Recently, GWS was applied to agricultural crops (Crossa *et al.* 2010) and trees (Resende *et al.* 2011). Here we report, for an experimental breeding population of the tree species loblolly pine (*Pinus taeda* L.), a comparison of GWS predictive models for 17 traits with different heritabilities and predicted genetic architectures. Genome-wide selection models included RR–BLUP, Bayes A, Bayes Cπ, and the Bayesian LASSO. In addition, we evaluated a modified RR–BLUP method that utilizes a subset of selected markers, RR–BLUP B. We show that, for most traits, there is limited difference among these four original methods in their ability to predict GBV. Bayes Cπ performed better for fusiform rust resistance—a disease-resistance trait shown previously to be controlled in part by major genes—and the proposed method RR–BLUP B was similar to or better than Bayes Cπ when a subsample of markers was fitted to the model.

## Materials and Methods

### Training population and genotypic data

The loblolly pine population used in this analysis is derived from 32 parents representing a wide range of accessions from the Atlantic coastal plain, Florida, and lower Gulf of the United States. Parents were crossed in a circular mating design with additional off-diagonal crosses, resulting in 70 full-sib families with an average of 13.5 individuals per family (Baltunis *et al.* 2007a). This population is referred to hereafter as CCLONES (*c*omparing *c*lonal *l*ines *on e*xperimental *s*ites). A subset of the CCLONES population, composed of 951 individuals from 61 families (mean, 15; standard deviation, 2.2) was genotyped using an Illumina Infinium assay (Illumina, San Diego, CA; Eckert *et al.* 2010) with 7216 SNP, each representing a unique pine EST contig. A subset of 4853 SNPs were polymorphic in this population and were used in this study. None of the markers were excluded on the basis of minimum allele frequency. Genotypic data and pedigree information are available in the Supporting Information, File S1 and File S2.

### Phenotypic data

The CCLONES population was phenotyped for growth, developmental, and disease-resistance traits in three replicated studies. The first was a field study established using single-tree plots in eight replicates (one ramet of each individual is represented in each replicate) that utilized a resolvable alpha-incomplete block design (Williams *et al.* 2002). In that field trial, four replicates were grown under a high-intensity and four were grown under a standard silvicultural intensity regime. The traits stem diameter (DBH, cm), total stem height (HT, cm), and total height to the base of the live crown (HTLC, cm) were measured in the eight replicates at years 6, 6, and 4, respectively. At year 6, crown width across the planting beds (CWAC, cm), crown width along the planting beds (CWAL, cm), basal height of the live crown (BLC, cm), branch angle average (BA, degrees), and average branch diameter (BD, cm) were measured only in the high-intensity silvicultural treatment. Phenotypic traits tree stiffness (Stiffness, km^{2}/sec^{2}), lignin content (Lignin), latewood percentage at year 4 (LateWood), wood specific gravity (Density), and 5- and 6-carbon sugar content (C5C6) were measured only in two repetitions, in the high-intensity culture (Baltunis *et al.* 2007a; Emhart *et al.* 2007; Li *et al.* 2007; Sykes *et al.* 2009).
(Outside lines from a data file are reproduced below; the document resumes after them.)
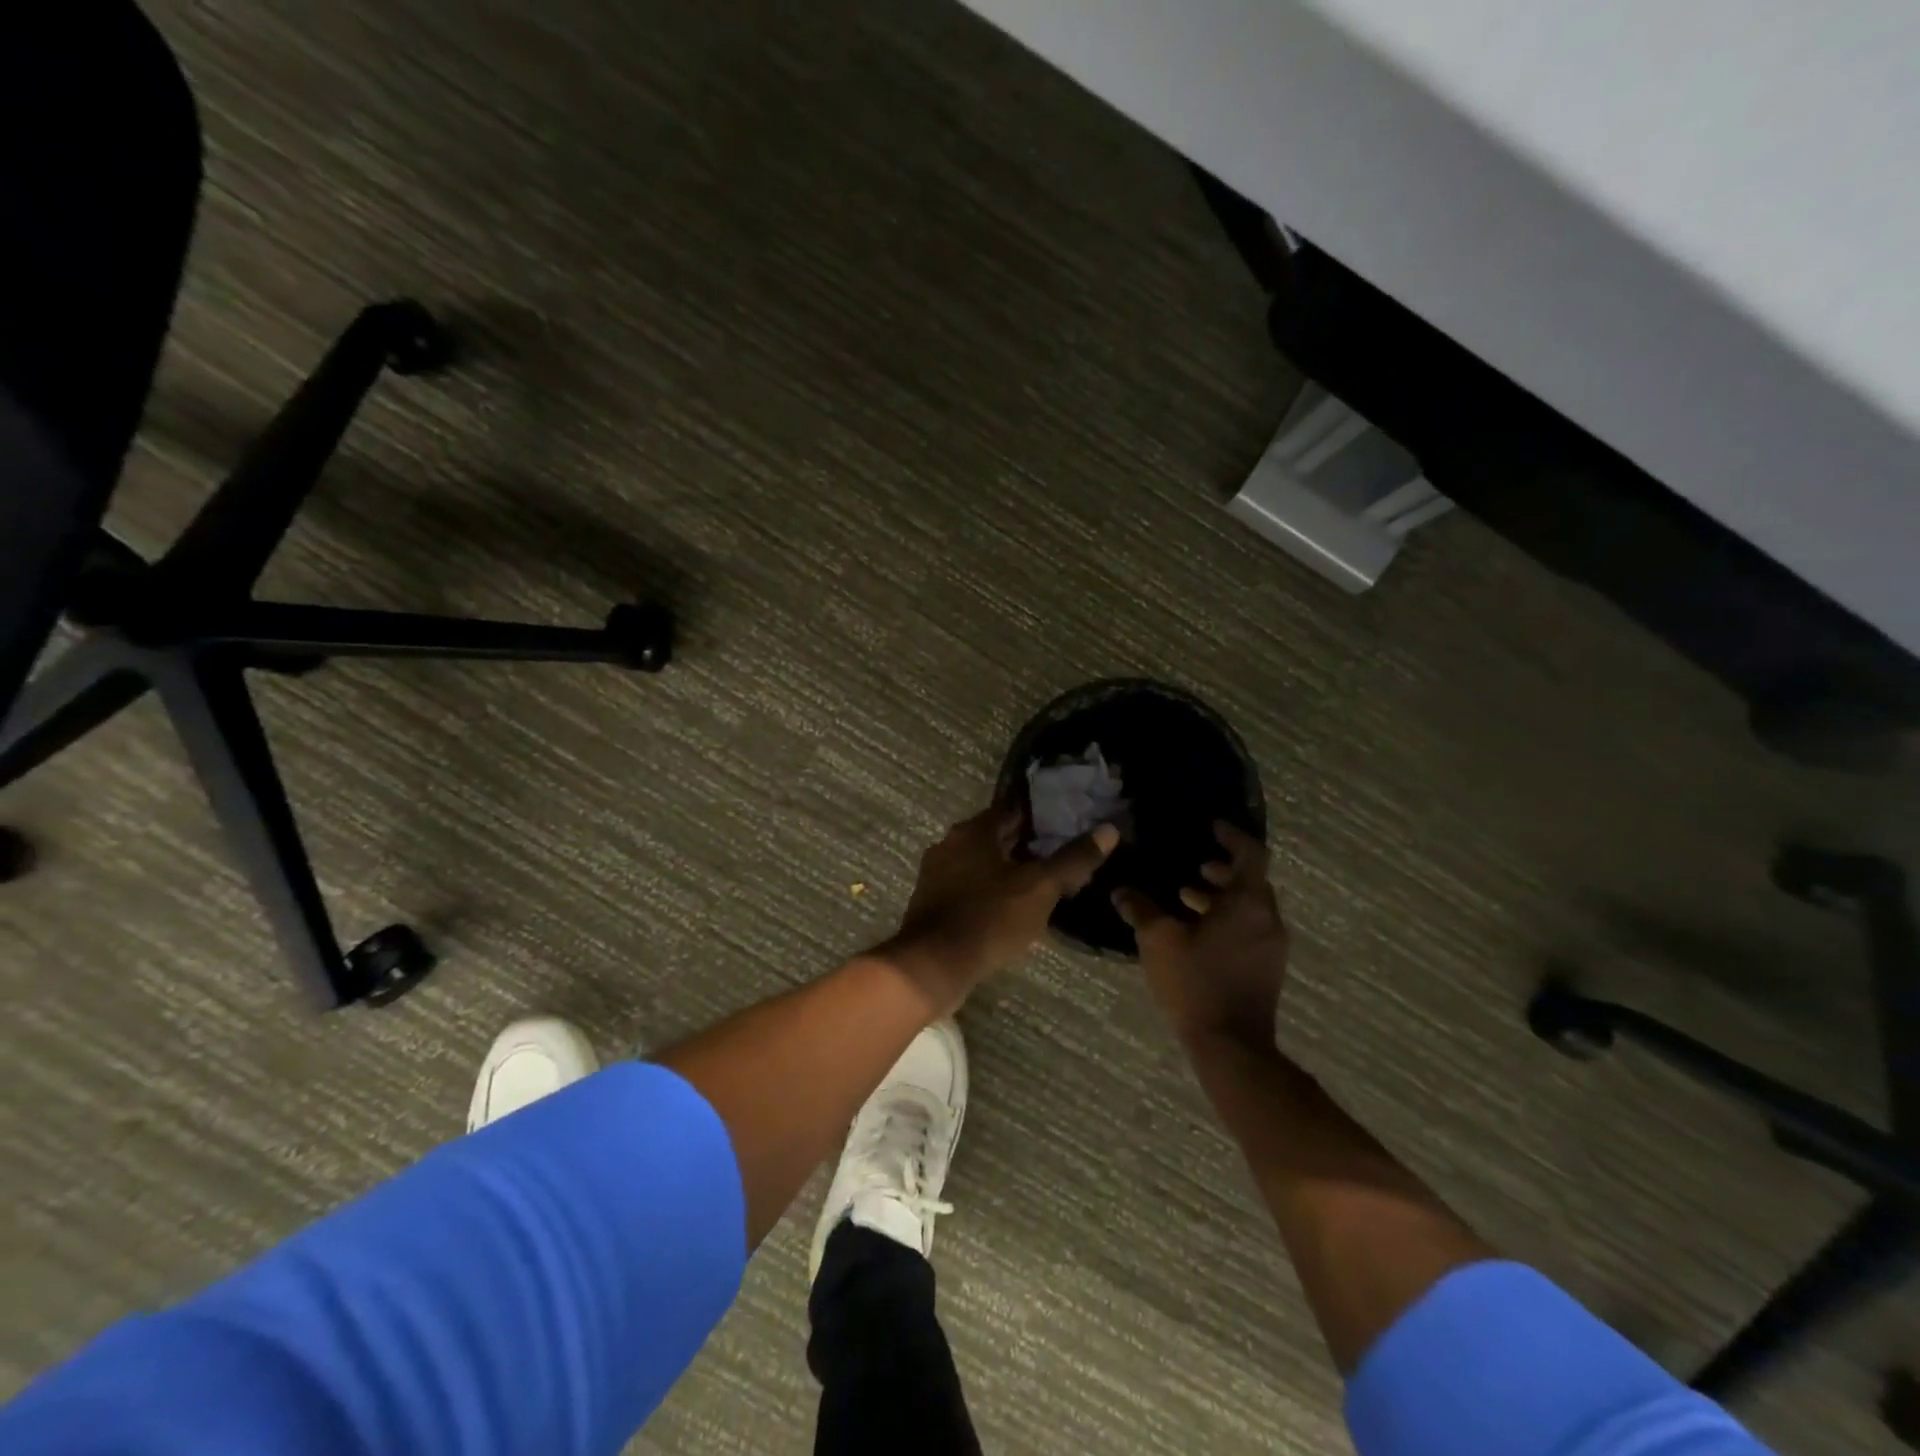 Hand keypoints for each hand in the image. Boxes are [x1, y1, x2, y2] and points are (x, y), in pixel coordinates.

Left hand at [876, 805, 1119, 1013]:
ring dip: (1007, 869)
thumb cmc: (988, 918)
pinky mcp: (932, 902)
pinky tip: (1010, 908)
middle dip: (1026, 844)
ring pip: (981, 863)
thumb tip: (1109, 829)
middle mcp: (950, 844)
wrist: (933, 966)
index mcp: (973, 831)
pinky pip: (968, 886)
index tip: (1067, 821)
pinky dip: (989, 891)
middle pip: (996, 836)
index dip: (1042, 814)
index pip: (1013, 809)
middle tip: (1060, 854)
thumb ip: (1073, 860)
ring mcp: (936, 874)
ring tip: (1041, 883)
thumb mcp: (1040, 888)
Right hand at [1116, 821, 1288, 1047]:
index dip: (1231, 835)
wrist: (1231, 1045)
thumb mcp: (1158, 939)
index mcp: (1248, 903)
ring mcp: (1271, 946)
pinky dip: (1225, 918)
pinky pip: (1248, 928)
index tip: (1210, 826)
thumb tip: (1122, 890)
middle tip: (1192, 863)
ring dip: (1221, 895)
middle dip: (1222, 868)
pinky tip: (1194, 931)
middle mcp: (1267, 918)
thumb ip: (1140, 908)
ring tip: (1185, 894)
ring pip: (1249, 906)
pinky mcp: (1266, 967)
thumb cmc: (1196, 982)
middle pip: (1251, 880)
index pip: (1250, 853) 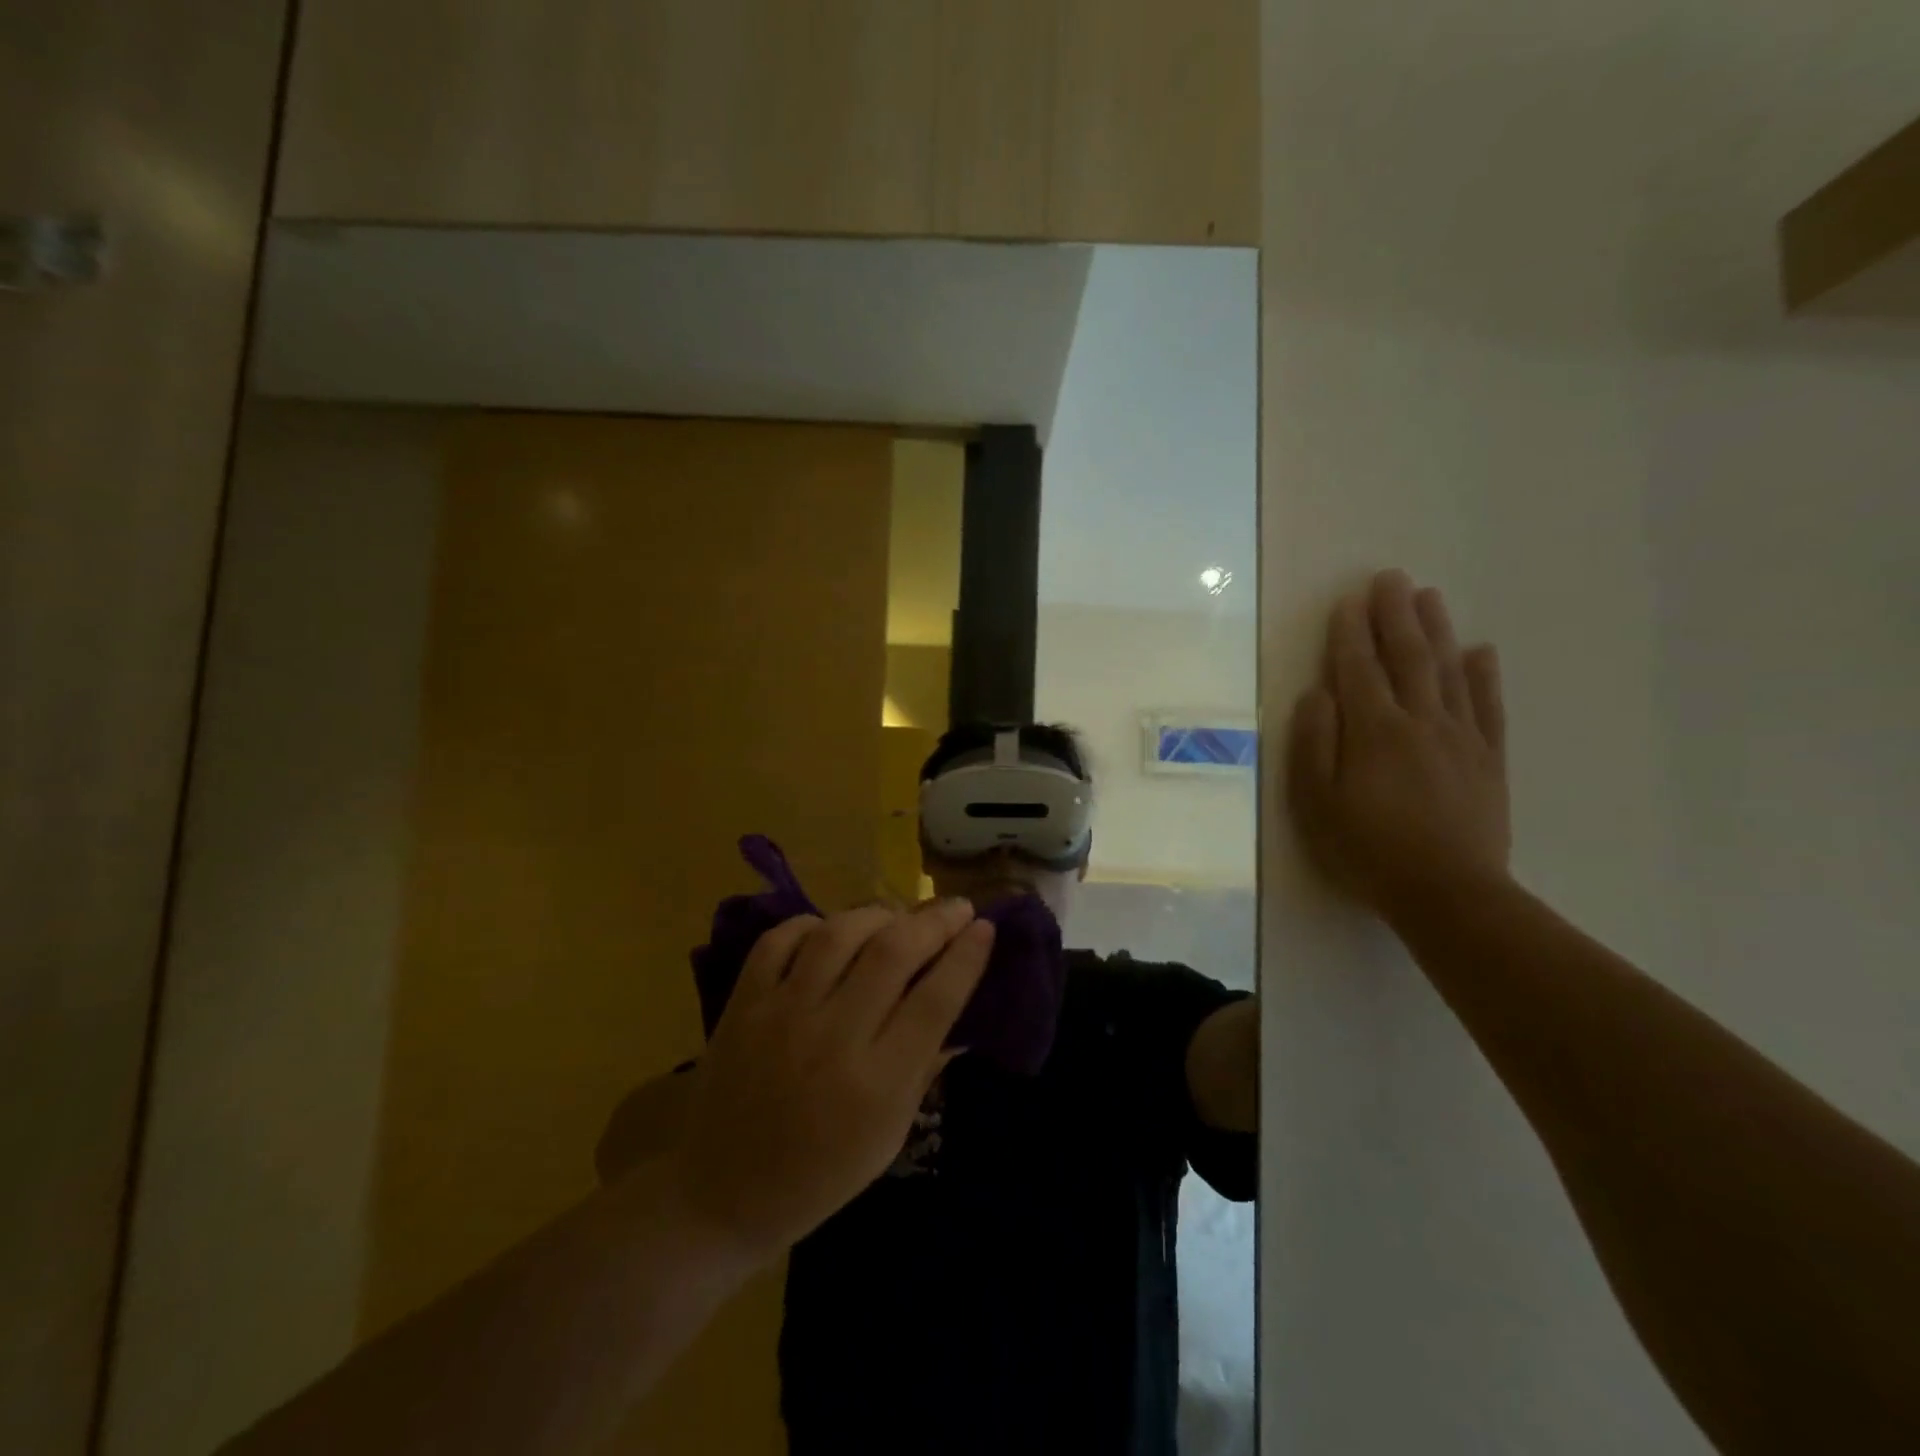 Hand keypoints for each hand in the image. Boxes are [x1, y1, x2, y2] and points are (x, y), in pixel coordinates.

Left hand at [669, 900, 993, 1261]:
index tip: (985, 929)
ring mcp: (782, 1014)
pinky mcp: (743, 1003)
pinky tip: (832, 930)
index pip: (935, 1001)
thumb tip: (960, 1011)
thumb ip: (924, 1067)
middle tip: (958, 907)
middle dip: (934, 921)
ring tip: (899, 915)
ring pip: (839, 934)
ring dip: (879, 913)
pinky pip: (781, 939)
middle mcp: (832, 1038)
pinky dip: (812, 924)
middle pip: (893, 953)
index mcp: (876, 1085)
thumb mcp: (889, 1137)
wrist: (718, 1195)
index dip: (966, 958)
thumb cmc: (818, 1177)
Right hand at [1286, 570, 1510, 921]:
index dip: (1350, 633)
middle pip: (1407, 657)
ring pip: (1448, 671)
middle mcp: (1419, 721)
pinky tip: (1480, 651)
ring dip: (1437, 630)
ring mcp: (1460, 738)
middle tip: (1391, 578)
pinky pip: (1487, 706)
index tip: (1348, 600)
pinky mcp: (1488, 759)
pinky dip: (1483, 675)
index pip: (1358, 669)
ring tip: (1429, 596)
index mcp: (1373, 731)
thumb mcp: (1316, 802)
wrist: (1447, 893)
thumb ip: (1314, 743)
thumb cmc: (1366, 849)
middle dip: (1395, 615)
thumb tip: (1316, 693) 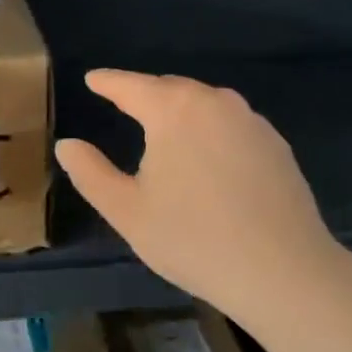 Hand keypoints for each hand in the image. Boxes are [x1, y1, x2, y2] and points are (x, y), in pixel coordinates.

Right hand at [54, 70, 351, 330]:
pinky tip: (208, 157)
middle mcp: (214, 101)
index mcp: (173, 110)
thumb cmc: (193, 239)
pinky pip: (230, 123)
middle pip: (170, 88)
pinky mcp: (276, 143)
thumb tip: (67, 145)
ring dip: (180, 111)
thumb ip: (91, 173)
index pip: (130, 85)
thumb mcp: (127, 211)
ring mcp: (251, 120)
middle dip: (145, 94)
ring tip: (164, 131)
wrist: (284, 272)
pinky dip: (210, 129)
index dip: (108, 82)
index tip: (92, 79)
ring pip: (204, 104)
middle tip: (124, 106) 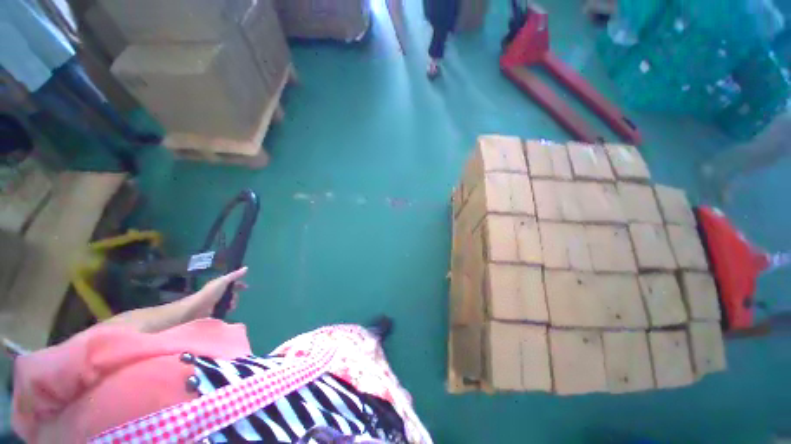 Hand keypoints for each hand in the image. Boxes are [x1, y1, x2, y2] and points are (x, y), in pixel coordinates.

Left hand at [183, 267, 248, 319]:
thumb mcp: (223, 281)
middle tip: (234, 299)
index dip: (239, 284)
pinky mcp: (215, 309)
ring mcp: (216, 301)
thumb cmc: (210, 292)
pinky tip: (228, 310)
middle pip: (231, 292)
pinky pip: (226, 308)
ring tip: (230, 306)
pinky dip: (228, 309)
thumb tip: (246, 268)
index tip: (246, 287)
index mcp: (219, 283)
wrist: (197, 308)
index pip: (232, 282)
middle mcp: (218, 291)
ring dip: (232, 303)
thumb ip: (234, 275)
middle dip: (235, 296)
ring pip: (229, 301) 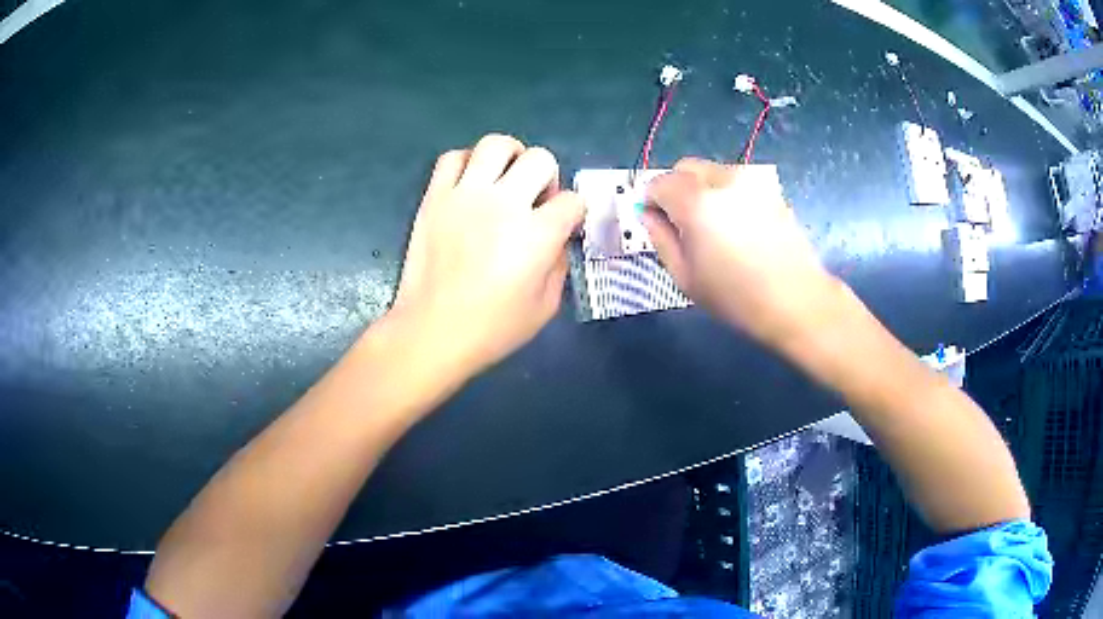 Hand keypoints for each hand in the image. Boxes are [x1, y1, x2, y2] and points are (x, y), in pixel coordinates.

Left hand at [390, 134, 583, 379]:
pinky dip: (467, 162)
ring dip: (510, 157)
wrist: (432, 332)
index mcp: (538, 233)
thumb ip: (559, 265)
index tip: (564, 227)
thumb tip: (556, 240)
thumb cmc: (493, 329)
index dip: (574, 214)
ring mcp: (466, 195)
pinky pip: (452, 158)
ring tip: (505, 179)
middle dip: (548, 177)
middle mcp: (505, 203)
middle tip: (535, 201)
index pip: (572, 201)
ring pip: (496, 144)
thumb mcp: (546, 307)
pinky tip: (471, 184)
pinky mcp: (435, 197)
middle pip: (540, 159)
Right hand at [641, 157, 841, 347]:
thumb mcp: (685, 276)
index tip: (655, 220)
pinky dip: (727, 194)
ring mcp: (751, 180)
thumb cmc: (736, 297)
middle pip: (685, 167)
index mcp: (696, 202)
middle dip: (675, 188)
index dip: (651, 200)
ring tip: (714, 225)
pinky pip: (736, 181)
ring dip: (702, 189)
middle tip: (682, 221)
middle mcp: (723, 179)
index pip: (659, 182)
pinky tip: (738, 226)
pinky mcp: (770, 188)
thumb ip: (660, 238)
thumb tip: (648, 214)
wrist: (796, 300)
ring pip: (712, 171)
The second study was a greenhouse disease-resistance screen. The experimental design was a randomized complete block with single-tree plots arranged in an alpha lattice with an incomplete block (tray container). Fusiform rust (*Cronartium quercuum* Berk. Miyable ex Shirai f. sp. *fusiforme*) susceptibility was assessed as gall volume (Rust_gall_vol) and presence or absence of rust (Rust_bin) (Kayihan *et al.* 2005; Kayihan *et al.* 2010).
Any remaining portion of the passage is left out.